Home Energy Cost Estimator
Example: Monthly electricity use: 900 kWh · Electricity rate: 0.17 $/kWh · Monthly natural gas use: 50 therms · Natural gas rate: 1.4 $/therm
| Total monthly energy cost | $223 |
| Total annual energy cost | $2,676 |
| Monthly electricity portion | $153 |
Worked example
A home using 900 kWh of electricity at $0.17 per kWh spends $153 on power, and 50 therms of gas at $1.40 per therm adds $70, for a combined $223 a month. Over a year that is about $2,676. Splitting the bill this way shows electricity is the larger share here, so efficiency efforts — LEDs, a smart thermostat, appliance upgrades — should target the electric side first.
Frequently asked questions
Where do I find my usage and rates?
Your electric and gas bills list monthly usage in kilowatt-hours and therms, plus the rate you pay per unit. Use a recent bill, or average a few months to smooth out seasonal swings. If you have no gas service, set the gas figures to zero and the tool computes electricity only.
Why combine electricity and gas?
Many efficiency decisions trade one fuel for another — a heat pump shifts heating from gas to electricity, for example.

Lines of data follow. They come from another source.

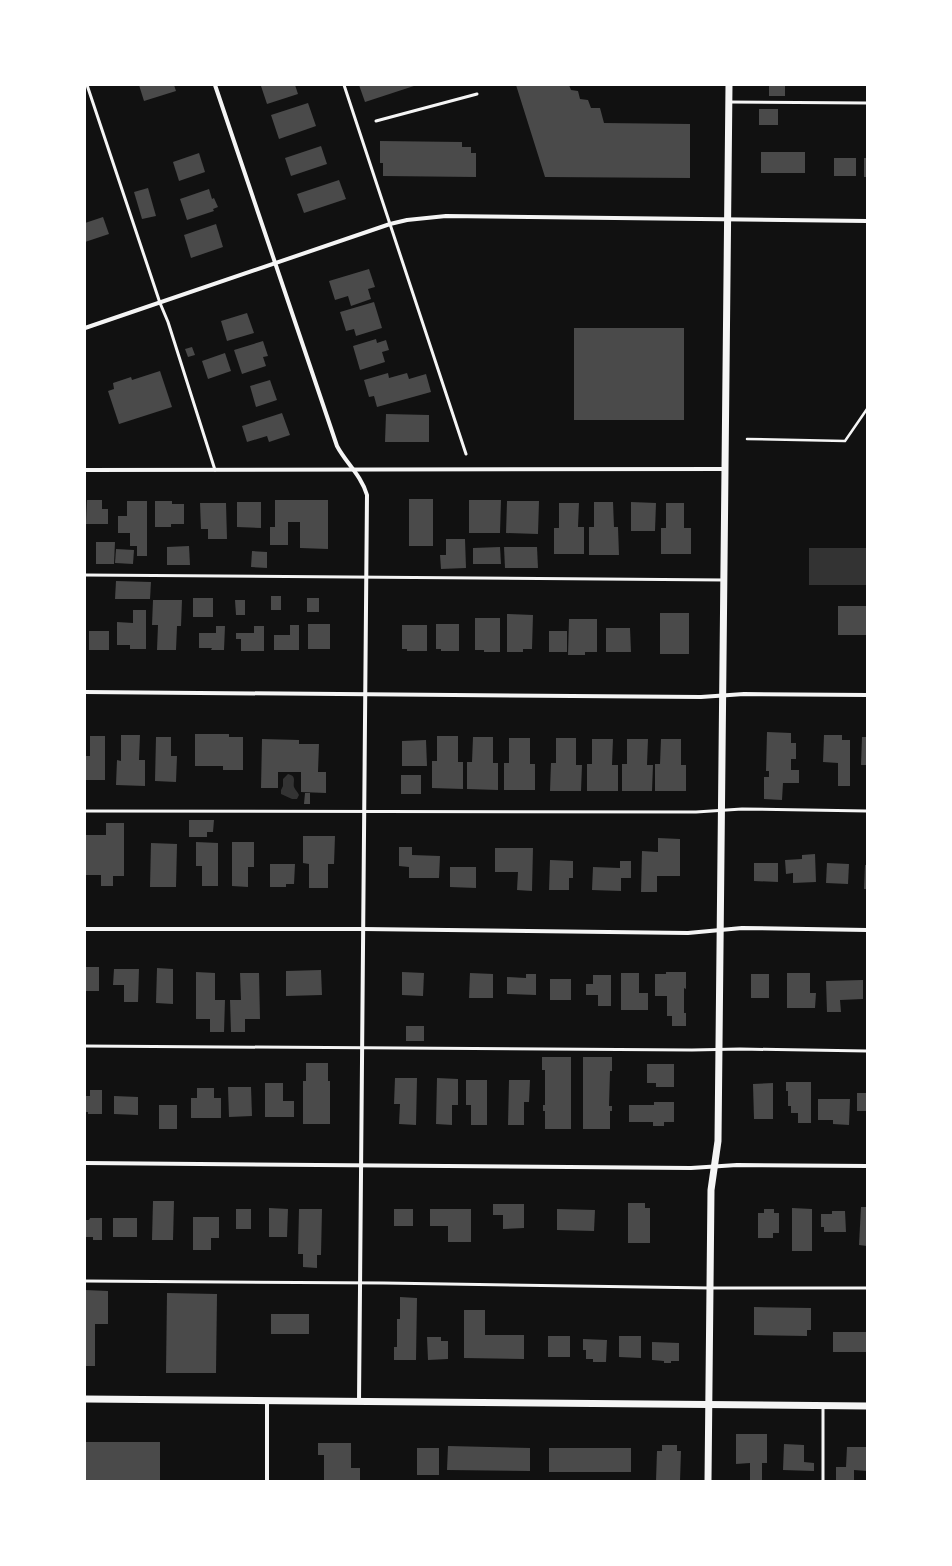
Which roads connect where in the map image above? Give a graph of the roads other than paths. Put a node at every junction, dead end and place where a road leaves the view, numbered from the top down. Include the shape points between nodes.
1 (87, 85) edge
2 (215, 85) edge
3 (344, 85) edge
4 (730, 85) edge
5 (477, 94) dead end
6 (729, 102) junction
7 (867, 103) edge
8 (376, 121) dead end
9 (728, 219) junction
10 (867, 221) edge
11 (390, 224) junction
12 (275, 263) junction
13 (160, 303) junction
14 (85, 328) edge
15 (466, 454) dead end
16 (725, 469) junction
17 (85, 470) edge
18 (215, 470) junction
19 (355, 470) junction
20 (85, 575) edge
21 (367, 577) junction
22 (724, 580) junction
23 (85, 692) edge
24 (366, 694) junction
25 (723, 695) junction
26 (867, 695) edge
27 (721, 810) junction
28 (85, 811) edge
29 (867, 811) edge
30 (364, 812) junction
31 (85, 928) edge
32 (363, 929) junction
33 (720, 930) junction
34 (867, 930) edge
35 (85, 1046) edge
36 (362, 1048) junction
37 (719, 1049) junction
38 (867, 1051) edge
39 (85, 1163) edge
40 (361, 1165) junction
41 (714, 1166) junction
42 (867, 1166) edge
43 (85, 1281) edge
44 (360, 1283) junction
45 (710, 1288) junction
46 (867, 1288) edge
47 (85, 1399) edge
48 (267, 1401) junction
49 (359, 1402) junction
50 (709, 1404) junction
51 (824, 1405) junction
52 (867, 1406) edge
53 (267, 1481) edge
54 (708, 1481) edge
55 (823, 1481) edge

1 - 13 lane
2 - 12 street
3 - 11 lane
4 - 6 street
5 - 8 lane
6 - 7 lane
6 - 9 street
9 - 10 street
9 - 11 street via 446,216
9 - 16 street
11 - 12 street
11 - 15 lane
12 - 13 street
12 - 19 street via 337,446
13 - 14 street
13 - 18 lane
16 - 19 street
16 - 22 street
17 - 18 street
18 - 19 street
19 - 21 street via 367,495
20 - 21 lane
21 - 22 lane
21 - 24 street
22 - 25 street
23 - 24 street
24 - 25 street via 700,697
24 - 30 street
25 - 26 street
25 - 27 street
27 - 29 lane
27 - 30 lane
27 - 33 street
28 - 30 lane
30 - 32 street
31 - 32 street
32 - 33 street via 688,933
32 - 36 street
33 - 34 street
33 - 37 street
35 - 36 lane
36 - 37 lane
36 - 40 street
37 - 38 lane
37 - 41 street via 718,1141
39 - 40 street
40 - 41 street via 691,1168
40 - 44 street
41 - 42 street
41 - 45 street via 711,1190
43 - 44 lane
44 - 45 lane
44 - 49 street
45 - 46 lane
45 - 50 street
47 - 48 street
48 - 49 street
48 - 53 street
49 - 50 street
50 - 51 street
50 - 54 street
51 - 52 street
51 - 55 lane

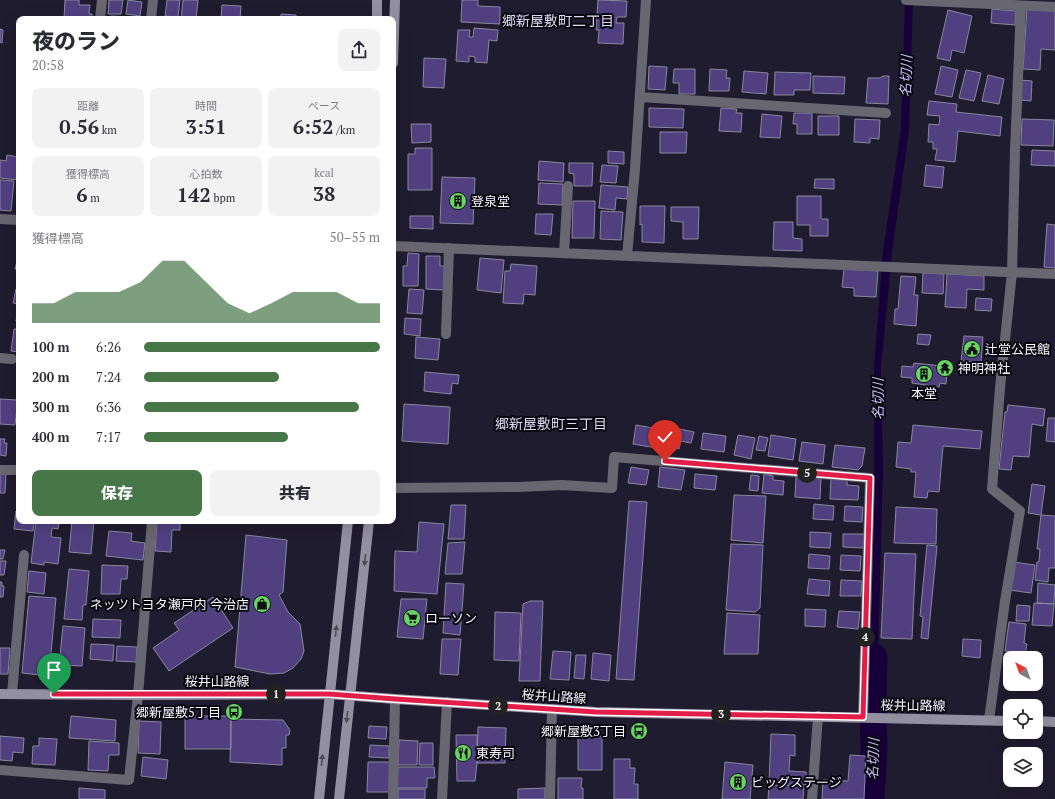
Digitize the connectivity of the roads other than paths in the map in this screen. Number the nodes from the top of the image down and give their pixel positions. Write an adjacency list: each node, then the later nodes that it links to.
1 (102, 0): 9 (street)
2 (153, 0): 10 (street)
3 (377, 0): 11 (main road)
4 (395, 0): 12 (main road)
5 (646, 0): 13 (street)
6 (906, 0): 7 (street)
7 (1021, 6): 8 (street); 22 (street)
8 (1055, 7)
9 (100, 16)
10 (151, 16)
11 (377, 16)
12 (394, 16)
13 (640, 97): 14 (street); 21 (street)
14 (886, 113)
15 (568, 186): 20 (street)
16 (0, 219): 17 (street)
17 (16, 220)
18 (396, 246): 19 (street)
19 (449, 248): 20 (street); 24 (street)
20 (564, 253): 21 (street)
21 (627, 256): 22 (street)
22 (1012, 272): 23 (street); 44 (street)
23 (1055, 274)
24 (446, 334)
25 (0, 358): 26 (street)
26 (12, 359)
27 (0, 470): 28 (street)
28 (16, 470)
29 (396, 488): 43 (street)
30 (152, 524): 37 (street)
31 (348, 524): 36 (main road, one-way to 31)
32 (369, 524): 38 (main road, one-way to 38)
33 (24, 555): 35 (street)
34 (0, 694): 35 (main road, 桜井山路線)
35 (12, 694): 37 (main road, 桜井山路線)
36 (329, 694): 37 (main road, 桜井山路線); 38 (main road, 桜井山路線); 49 (main road, one-way to 36)
37 (138, 695): 48 (street)
38 (350, 695): 39 (main road, 桜井山路線); 50 (main road, one-way to 50)
39 (395, 699): 40 (main road, 桜井山路線); 51 (street)
40 (447, 702): 41 (main road, 桜井山路線); 52 (street)
41 (552, 709): 42 (main road, 桜井山路線); 53 (street)
42 (818, 716): 43 (main road, 桜井山路線); 54 (street)
43 (863, 717): 44 (main road, 桜井山路線)
44 (989, 720): 45 (main road, 桜井山路線)
45 (1003, 721)
46 (1043, 721): 47 (main road)
47 (1055, 722)
48 (0, 770)
49 (319, 799)
50 (339, 799)
51 (393, 799)
52 (442, 799)
53 (550, 799)
54 (812, 799)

Seeing your total energy cost in one number lets you judge those trade-offs fairly and track whether your whole-home spending is going down, not just one bill.
How do I use this to check for a problem?
Establish your normal monthly figure, then watch for a bill that jumps well above it without a weather reason. A sudden spike can signal a failing appliance, a heating or cooling system running too hard, or a rate change. The baseline here is what makes an anomaly obvious.
Does this include fixed charges and taxes?
This estimate covers the usage-based portion of your bills. Most utilities also add fixed monthly service charges, delivery fees, and taxes. Add those flat amounts to the result for your true all-in bill, but the usage portion is where efficiency upgrades move the needle.